[Material to process Boundary: Start]
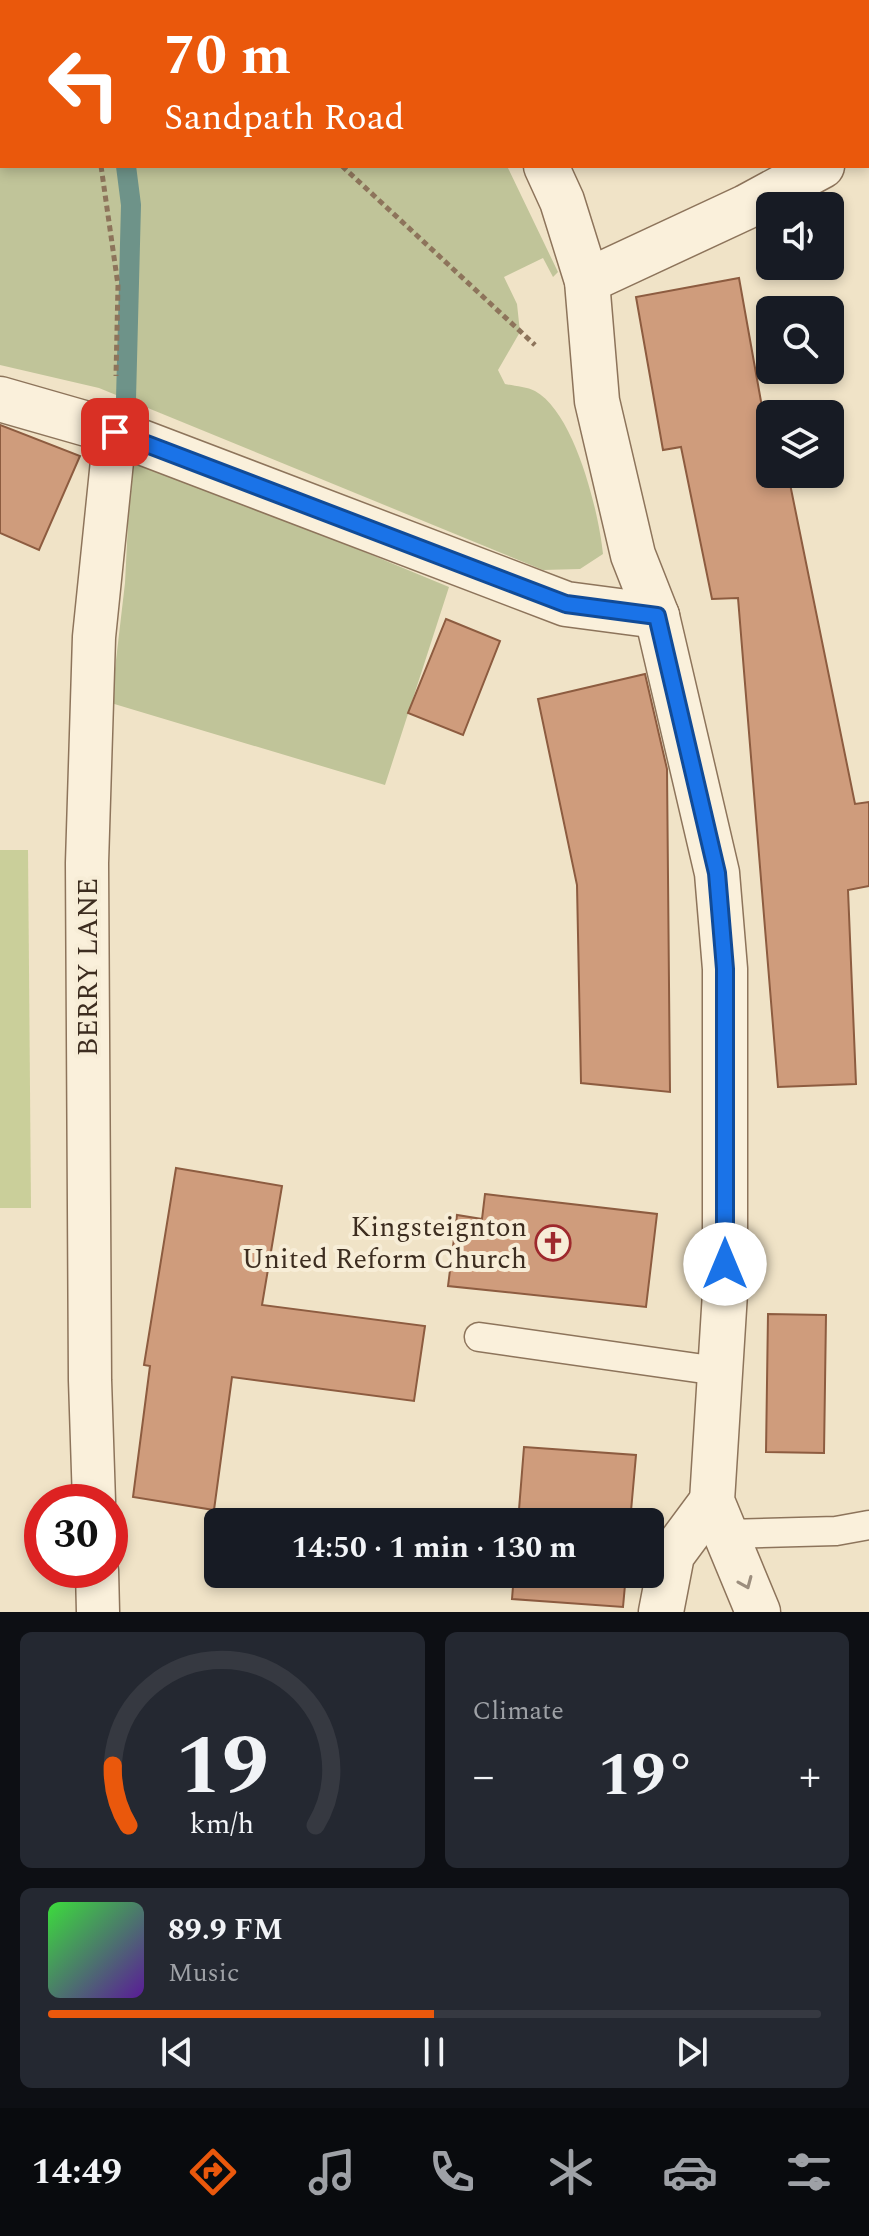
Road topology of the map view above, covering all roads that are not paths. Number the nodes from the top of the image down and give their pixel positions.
[Material to process Boundary: End]
[Material to process Boundary: Start]
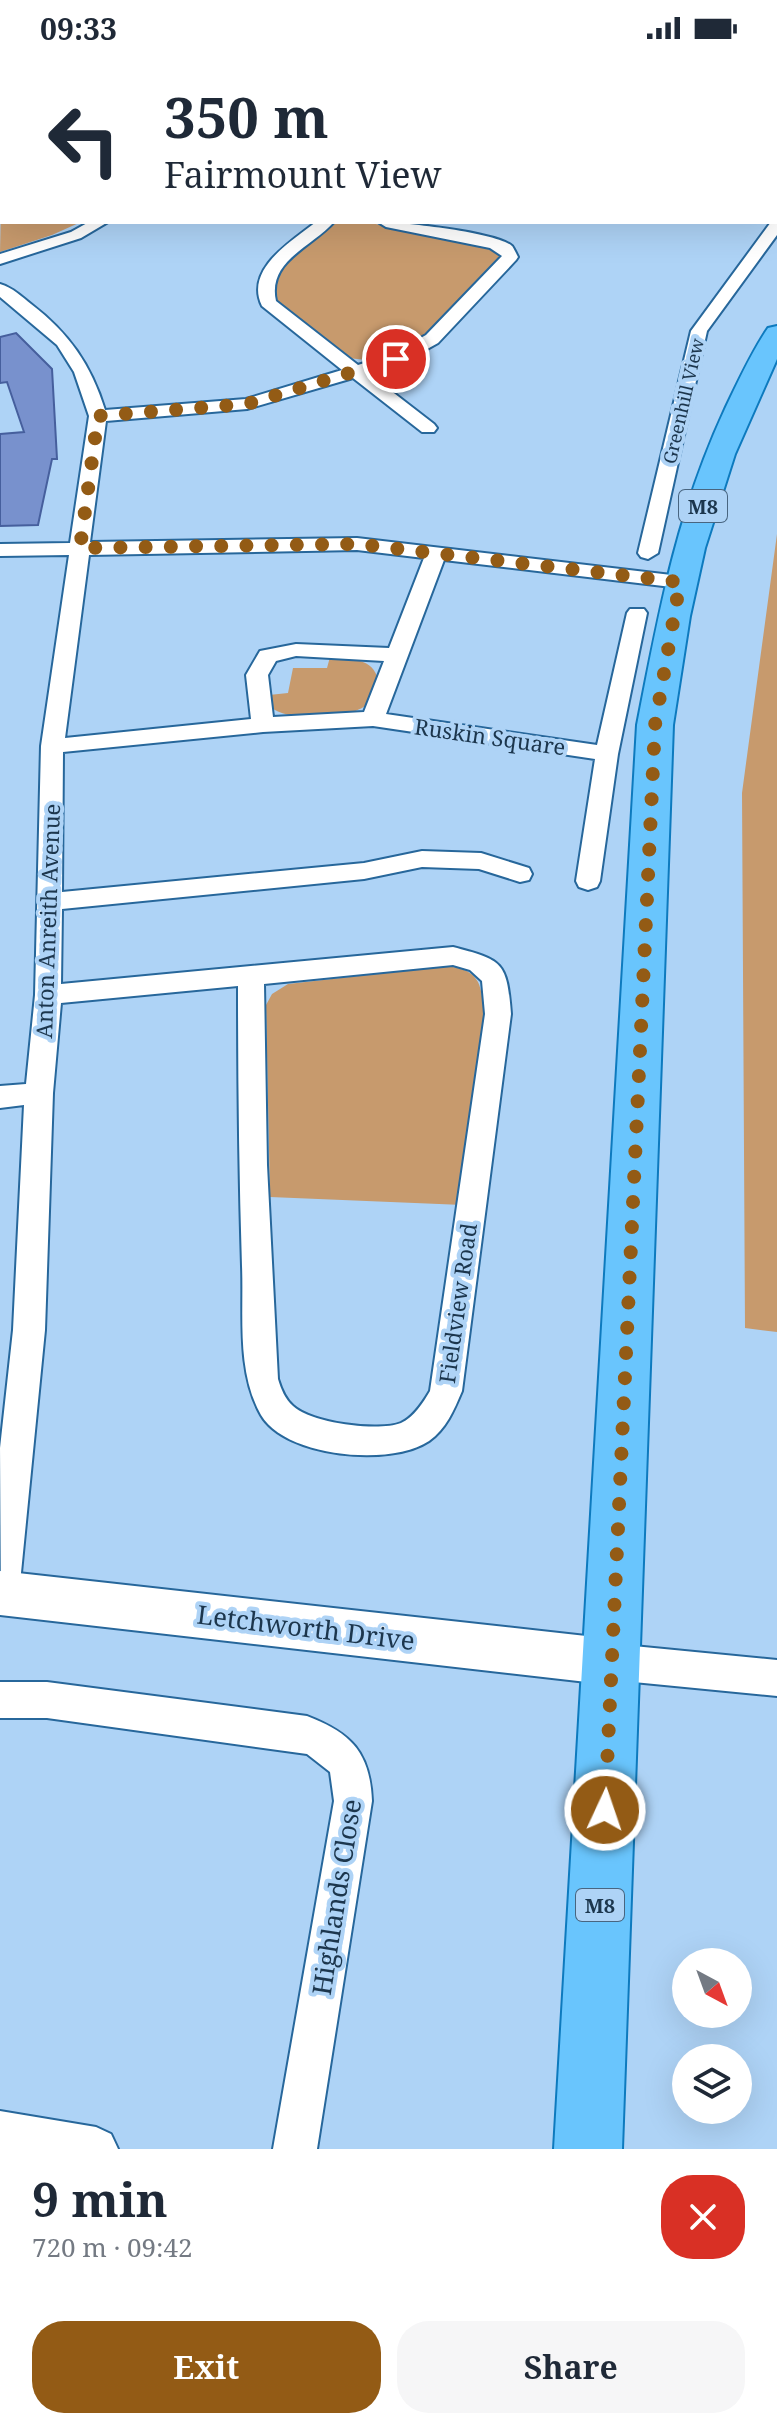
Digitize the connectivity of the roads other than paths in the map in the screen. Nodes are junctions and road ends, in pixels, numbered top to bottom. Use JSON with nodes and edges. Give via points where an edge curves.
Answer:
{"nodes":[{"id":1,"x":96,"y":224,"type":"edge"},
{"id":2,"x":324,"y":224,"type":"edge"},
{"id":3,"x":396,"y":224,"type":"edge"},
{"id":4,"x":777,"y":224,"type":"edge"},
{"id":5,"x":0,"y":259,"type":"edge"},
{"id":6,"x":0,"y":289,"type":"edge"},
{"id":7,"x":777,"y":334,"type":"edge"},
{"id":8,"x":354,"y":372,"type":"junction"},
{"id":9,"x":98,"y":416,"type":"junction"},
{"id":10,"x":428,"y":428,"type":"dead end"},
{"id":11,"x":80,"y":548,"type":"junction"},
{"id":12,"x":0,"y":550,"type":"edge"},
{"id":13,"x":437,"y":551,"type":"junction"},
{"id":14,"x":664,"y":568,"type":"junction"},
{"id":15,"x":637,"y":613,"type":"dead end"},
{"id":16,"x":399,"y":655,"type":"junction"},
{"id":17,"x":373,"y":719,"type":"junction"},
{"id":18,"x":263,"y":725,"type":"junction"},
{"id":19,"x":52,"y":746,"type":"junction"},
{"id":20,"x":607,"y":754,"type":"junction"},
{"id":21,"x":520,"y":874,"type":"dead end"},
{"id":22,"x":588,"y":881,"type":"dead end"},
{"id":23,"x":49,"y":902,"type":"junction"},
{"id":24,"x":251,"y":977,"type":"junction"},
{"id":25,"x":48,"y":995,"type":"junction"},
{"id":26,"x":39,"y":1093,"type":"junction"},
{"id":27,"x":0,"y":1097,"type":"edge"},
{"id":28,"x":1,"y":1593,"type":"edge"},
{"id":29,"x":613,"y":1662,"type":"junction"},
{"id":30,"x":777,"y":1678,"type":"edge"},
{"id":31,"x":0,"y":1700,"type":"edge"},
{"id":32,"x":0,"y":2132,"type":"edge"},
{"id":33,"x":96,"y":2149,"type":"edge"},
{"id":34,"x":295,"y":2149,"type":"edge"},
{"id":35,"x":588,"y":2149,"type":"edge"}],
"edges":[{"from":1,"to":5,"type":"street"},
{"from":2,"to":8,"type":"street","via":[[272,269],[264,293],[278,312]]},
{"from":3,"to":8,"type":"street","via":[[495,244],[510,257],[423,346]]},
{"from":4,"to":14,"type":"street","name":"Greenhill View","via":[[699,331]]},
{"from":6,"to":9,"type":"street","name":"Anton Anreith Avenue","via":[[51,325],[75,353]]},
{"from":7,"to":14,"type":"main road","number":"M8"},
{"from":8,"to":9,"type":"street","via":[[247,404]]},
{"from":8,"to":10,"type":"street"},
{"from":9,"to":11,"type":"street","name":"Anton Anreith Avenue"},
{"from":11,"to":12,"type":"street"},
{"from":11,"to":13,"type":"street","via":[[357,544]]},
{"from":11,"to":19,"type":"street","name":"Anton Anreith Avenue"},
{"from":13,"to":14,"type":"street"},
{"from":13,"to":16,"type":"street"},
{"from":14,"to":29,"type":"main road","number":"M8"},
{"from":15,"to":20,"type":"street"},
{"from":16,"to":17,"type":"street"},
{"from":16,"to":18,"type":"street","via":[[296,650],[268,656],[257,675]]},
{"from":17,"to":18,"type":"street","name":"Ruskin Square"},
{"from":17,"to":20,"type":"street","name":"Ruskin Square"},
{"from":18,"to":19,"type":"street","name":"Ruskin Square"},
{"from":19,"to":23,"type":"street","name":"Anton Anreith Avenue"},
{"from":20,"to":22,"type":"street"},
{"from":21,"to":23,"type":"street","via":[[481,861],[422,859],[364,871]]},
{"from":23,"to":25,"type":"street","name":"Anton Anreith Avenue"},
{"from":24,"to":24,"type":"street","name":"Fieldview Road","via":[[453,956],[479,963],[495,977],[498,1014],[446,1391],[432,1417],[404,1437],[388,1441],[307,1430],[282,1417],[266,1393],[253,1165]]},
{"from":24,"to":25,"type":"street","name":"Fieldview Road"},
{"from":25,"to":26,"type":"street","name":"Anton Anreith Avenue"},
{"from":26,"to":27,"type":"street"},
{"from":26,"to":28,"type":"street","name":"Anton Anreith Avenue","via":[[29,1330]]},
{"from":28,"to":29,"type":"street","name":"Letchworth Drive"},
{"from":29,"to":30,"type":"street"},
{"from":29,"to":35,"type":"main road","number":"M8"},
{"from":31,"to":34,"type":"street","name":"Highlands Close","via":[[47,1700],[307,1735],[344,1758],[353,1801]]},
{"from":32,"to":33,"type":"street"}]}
[Material to process Boundary: End]
[Material to process Boundary: Start]
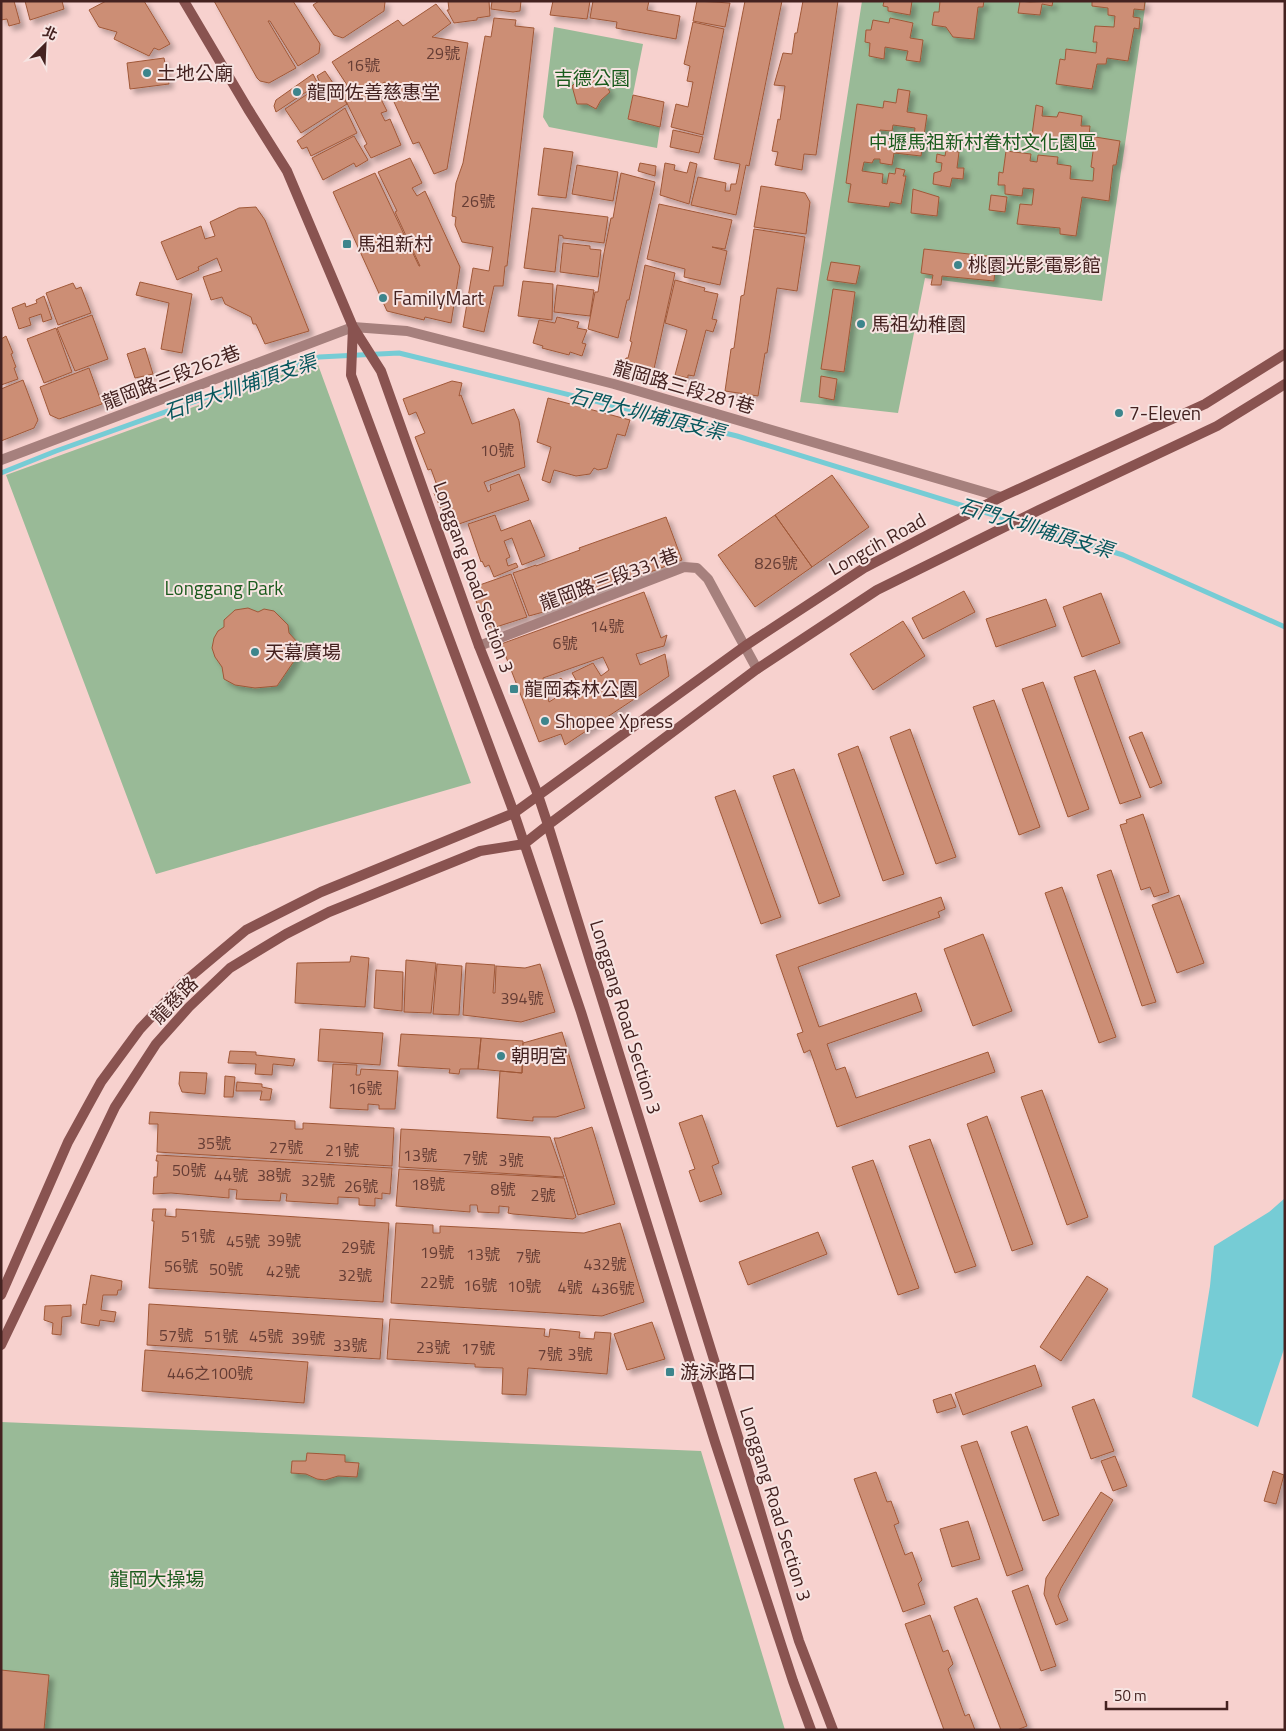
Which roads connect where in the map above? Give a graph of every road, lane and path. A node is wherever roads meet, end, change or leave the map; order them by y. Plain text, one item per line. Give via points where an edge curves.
[Material to process Boundary: End]
▸ **The problem**
Return every line of the listing above where "points" appears.

▸ **Answer area**
Digitize the connectivity of the roads other than paths in the map in the screen. Nodes are junctions and road ends, in pixels, numbered top to bottom. Use JSON with nodes and edges. Give via points where an edge curves.
Which roads connect where in the map above? Give a graph of every road, lane and path. A node is wherever roads meet, end, change or leave the map; order them by y. Plain text, one item per line. Give via points where an edge curves.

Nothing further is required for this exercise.